Running fastp with deduplication enabled on the fastp output took 94 seconds and removed 16.58M read pairs (34.9%) as duplicates. Running it on the bbduk non-ribosomal output took 85 seconds and removed 14.12M read pairs (33.3%) as duplicates. As before, the number of reads removed was lower than clumpify in both cases.

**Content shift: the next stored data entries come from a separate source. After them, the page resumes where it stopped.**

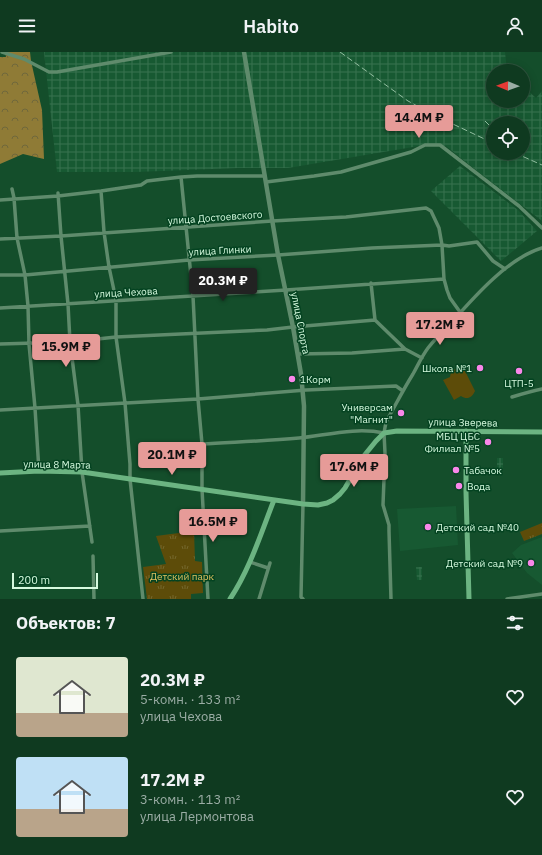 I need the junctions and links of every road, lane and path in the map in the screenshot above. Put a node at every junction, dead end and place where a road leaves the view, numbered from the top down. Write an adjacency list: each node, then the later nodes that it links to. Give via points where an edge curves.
1 (2, 52): 2 (street, via 24,59 49,72 57,72)
2 (171, 52)
3 (244, 52): 4 (street, улица Спорта)
4 (265, 176): 5 (street); 6 (street, улица Спорта)
5 (181, 177): 8 (street); 13 (street)
6 (266, 182): 12 (street, улица Спорта); 14 (street, via 341,172 411,152 425,145 440,145 519,206)
7 (12, 189): 10 (street)
8 (100, 191): 9 (street); 15 (street)
9 (58, 194): 10 (street); 16 (street)
10 (14, 198): 11 (street); 17 (street)
11 (0, 200)
12 (272, 221): 13 (street, улица Достоевского); 19 (street, улица Достоевского, via 346,218 426,208 431,211 439,228); 21 (street, улица Спорта)
13 (186, 228): 15 (street, улица Достоевского); 22 (street)
14 (542, 228)
15 (104, 232): 16 (street, улица Достоевского); 23 (street)
16 (61, 236): 17 (street, улица Достоевского); 25 (street)
17 (17, 238): 18 (street, улица Достоевского); 27 (street)
18 (0, 239)
19 (442, 245): 21 (street, улица Глинки); 24 (street, улица Глинки, via 477,242 493,261); 28 (street)
20 (542, 248): 24 (street)
21 (278, 255): 22 (street, улица Глинки); 30 (street, улица Спорта)
22 (189, 260): 23 (street, улица Глинки); 31 (street)
23 (109, 267): 25 (street, улица Глинки); 32 (street)
24 (505, 269): 36 (street)
25 (65, 271): 27 (street, улица Глинки); 33 (street)
26 (0, 275): 27 (street, улица Глинки)
27 (25, 275): 34 (street)
28 (444, 279): 29 (street, улица Чехова); 36 (street, via 450,298)
29 (371, 283): 30 (street, улица Чехова); 37 (street)
30 (286, 290): 31 (street, улица Чехова); 38 (street, улица Спорта)
31 (193, 296): 32 (street, улица Чехова); 39 (street)
32 (116, 300): 33 (street, улица Чехова); 40 (street)
33 (68, 304): 34 (street, улица Чехова); 41 (street)
34 (28, 306): 35 (street, улица Чехова); 43 (street)
35 (0, 308)
36 (460, 312): 46 (street)
37 (375, 320): 38 (street); 44 (street)
38 (293, 327): 39 (street); 45 (street, улица Спорта)
39 (194, 334): 40 (street); 51 (street)
40 (116, 337): 41 (street); 52 (street)
41 (70, 342): 43 (street); 53 (street)
42 (0, 344): 43 (street)
43 (29, 344): 54 (street)
44 (405, 349): 45 (street); 46 (street)
45 (298, 354): 48 (street, улица Спорта)
46 (422, 358): 49 (street)
47 (542, 389): 50 (street)
48 (303, 390): 49 (street, via 396,386); 51 (street); 59 (street, улица Спорта)
49 (402, 391): 58 (street, via 386,422)
50 (512, 397)
51 (198, 399): 52 (street); 60 (street)
52 (125, 403): 53 (street); 64 (street)
53 (78, 405): 54 (street); 62 (street)
54 (35, 408): 55 (street); 61 (street)
55 (0, 410)
56 (466, 431): 57 (main road, улица Зверева); 58 (main road, улица Зверева); 83 (main road)
57 (542, 432)
58 (384, 433): 59 (street, via 360,430); 67 (main road, улица 8 Марта, via 370,447 340,494 327,503); 82 (street, via 383,505 390,537)
59 (304, 437): 60 (street); 67 (street, улица Спорта)
60 (202, 444): 65 (street)
61 (39, 471): 62 (main road, улица 8 Марта); 63 (main road, улица 8 Марта)
62 (82, 472): 64 (main road, улица 8 Марта); 68 (street)
63 (0, 473)
64 (130, 479): 65 (main road, улица 8 Марта); 77 (street)
65 (202, 489): 66 (main road, улица 8 Марта); 78 (street)
66 (274, 500): 67 (main road, улица 8 Марта); 72 (main road)
67 (303, 504): 81 (street, улица Спорта)
68 (90, 526): 69 (street); 70 (street)
69 (0, 531)
70 (92, 542)
71 (93, 556): 76 (street)
72 (250, 562): 74 (street); 79 (main road)
73 (270, 563): 74 (street)
74 (268, 568): 80 (street)
75 (542, 594): 84 (street)
76 (94, 599)
77 (143, 599)
78 (208, 599)
79 (230, 599)
80 (259, 599)
81 (304, 599)
82 (391, 599)
83 (469, 599)
84 (507, 599)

FASTQ QC results were as follows:

Both programs perform much better here than for previous samples, with even fastp reducing levels of duplicates low enough to avoid failing. Nevertheless, clumpify continues to perform substantially better.
Dataset	Dedup Method	FASTQC % Dup	FASTQC Dup Test
Preprocessed (FASTP)	Clumpify	10.64	Passed
Preprocessed (FASTP)	FASTP dedup	35.22	Warning
Ribodepleted (BBDUK)	Clumpify	9.89	Passed
Ribodepleted (BBDUK)	FASTP dedup	32.07	Warning

Code

duplicate_data_path <- "../data/2023-10-19_deduplication/duplicate-data.csv"
duplicate_data <- read_csv(duplicate_data_path, show_col_types = FALSE) %>%
  mutate(sample_display = paste0(sample, " (", dataset, ")"),
         dedup_method = fct_inorder(dedup_method),
         sample_display = fct_inorder(sample_display))
g_duplicate <- ggplot(duplicate_data, aes(x=dedup_method, y=fastqc_pc_dup, fill=sample_display)) +
  geom_col(position = "dodge") +
  scale_y_continuous(name = "% Duplicates (FASTQC)", limits = c(0,100),
                     breaks = seq(0,100,20), expand = c(0,0)) +
  scale_x_discrete(name = "Deduplication method") +
  scale_fill_brewer(palette = "Dark2", name = "Sample") +
  facet_grid(. ~ processing_stage) +
  theme_base
g_duplicate

4. Conclusion

I was originally planning to do more validation here, but I honestly don’t think it’s required. Of the two methods I managed to successfully apply to these samples, Clumpify is faster; applies an intuitively more appealing deduplication method; removes more sequences; and achieves much better FASTQC results. It’s also very easy to use and configure. I recommend it as our deduplication tool going forward.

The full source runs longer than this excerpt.